FS#66967 - pacman fails to handle out of space /tmp properly

Attached to Project: Pacman
Opened by Paul Hargreaves (yetanotheruser) - Wednesday, 10 June 2020, 13:43 GMT
Last edited by Allan McRae (Allan) - Wednesday, 09 December 2020, 00:39 GMT
Task Type Bug Report
Category General
Status Unconfirmed
Assigned To No-one
Architecture All
Severity Medium
Priority Normal
Reported Version 5.2.1
Due in Version Undecided
Due Date Undecided
Percent Complete 0%
Votes 0
Private No

Details

Summary and Info:
/tmp fills up during a pacman run, and when it does pacman continues without handling the issue or aborting. It then incorrectly assumes the packages have been upgraded.


Steps to Reproduce:
1. Fill /tmp (e.g. dd if=/dev/zero of=/tmp/whoops bs=1M)
2. pacman -Syu with packages such as linux that need updated.
3. Observe failure of package installation and lots of errors.
4. Then pacman -Syu and observe nothing to be done.

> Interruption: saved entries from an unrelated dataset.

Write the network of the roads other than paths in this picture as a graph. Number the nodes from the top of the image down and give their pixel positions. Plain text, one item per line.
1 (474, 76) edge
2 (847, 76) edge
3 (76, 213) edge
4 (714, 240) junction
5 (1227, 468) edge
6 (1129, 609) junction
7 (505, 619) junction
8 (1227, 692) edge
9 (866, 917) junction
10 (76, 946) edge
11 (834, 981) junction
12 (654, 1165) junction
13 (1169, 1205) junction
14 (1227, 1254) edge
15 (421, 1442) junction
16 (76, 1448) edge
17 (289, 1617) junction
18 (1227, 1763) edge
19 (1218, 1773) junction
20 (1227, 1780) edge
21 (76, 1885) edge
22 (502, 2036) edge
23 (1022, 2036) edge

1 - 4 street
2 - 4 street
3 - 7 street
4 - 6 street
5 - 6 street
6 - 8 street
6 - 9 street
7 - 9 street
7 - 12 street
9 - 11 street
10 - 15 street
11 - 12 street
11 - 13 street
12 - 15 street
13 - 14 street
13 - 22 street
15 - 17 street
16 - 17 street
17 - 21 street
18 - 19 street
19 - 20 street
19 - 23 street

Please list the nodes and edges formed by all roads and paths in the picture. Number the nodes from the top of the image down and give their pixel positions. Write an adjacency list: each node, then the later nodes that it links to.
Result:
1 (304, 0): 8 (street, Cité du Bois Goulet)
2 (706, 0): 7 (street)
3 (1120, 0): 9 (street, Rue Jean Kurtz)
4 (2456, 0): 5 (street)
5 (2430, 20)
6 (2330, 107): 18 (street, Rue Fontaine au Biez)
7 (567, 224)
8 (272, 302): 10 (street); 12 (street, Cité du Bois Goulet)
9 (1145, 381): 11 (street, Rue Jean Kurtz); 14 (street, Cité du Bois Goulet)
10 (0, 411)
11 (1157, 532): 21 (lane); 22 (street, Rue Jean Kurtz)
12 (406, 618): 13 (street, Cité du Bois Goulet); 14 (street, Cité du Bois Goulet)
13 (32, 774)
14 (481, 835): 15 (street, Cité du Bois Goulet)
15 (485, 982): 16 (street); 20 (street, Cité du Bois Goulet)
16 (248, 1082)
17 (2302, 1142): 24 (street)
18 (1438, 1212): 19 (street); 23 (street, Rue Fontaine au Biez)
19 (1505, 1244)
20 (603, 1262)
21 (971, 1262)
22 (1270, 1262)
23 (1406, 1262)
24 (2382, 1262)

(10/13) Updating linux initcpios...
==> Building image from preset: /etc/mkinitcpio.d/linux.preset: 'default'
-> -k /boot/vmlinuz-linux -c /etc/mkinitcpio.conf -g /boot/initramfs-linux.img
/usr/lib/initcpio/functions: line 692: printf: write error: No space left on dev
ice
==> Starting build: 5.6.15-arch1-1
-> Running build hook: [base]
install: error writing '/tmp/mkinitcpio.MiDHjT/root/bin/busybox': No space left
on device
...



Edit: pacman does use /tmp for extracting install scripts. So I think this bug is still valid, just not for the reason submitted...
This task depends upon

Comment by Doug Newgard (Scimmia) - Wednesday, 10 June 2020, 13:51 GMT
That's not pacman, that's a hook, and the update itself IS successful. I don't see a pacman problem here.
Comment by Eli Schwartz (eschwartz) - Wednesday, 10 June 2020, 14:27 GMT
The package installed correctly and there are no traces of the old package left anywhere on your system, but its PostTransaction hook failed with "error: command failed to execute correctly".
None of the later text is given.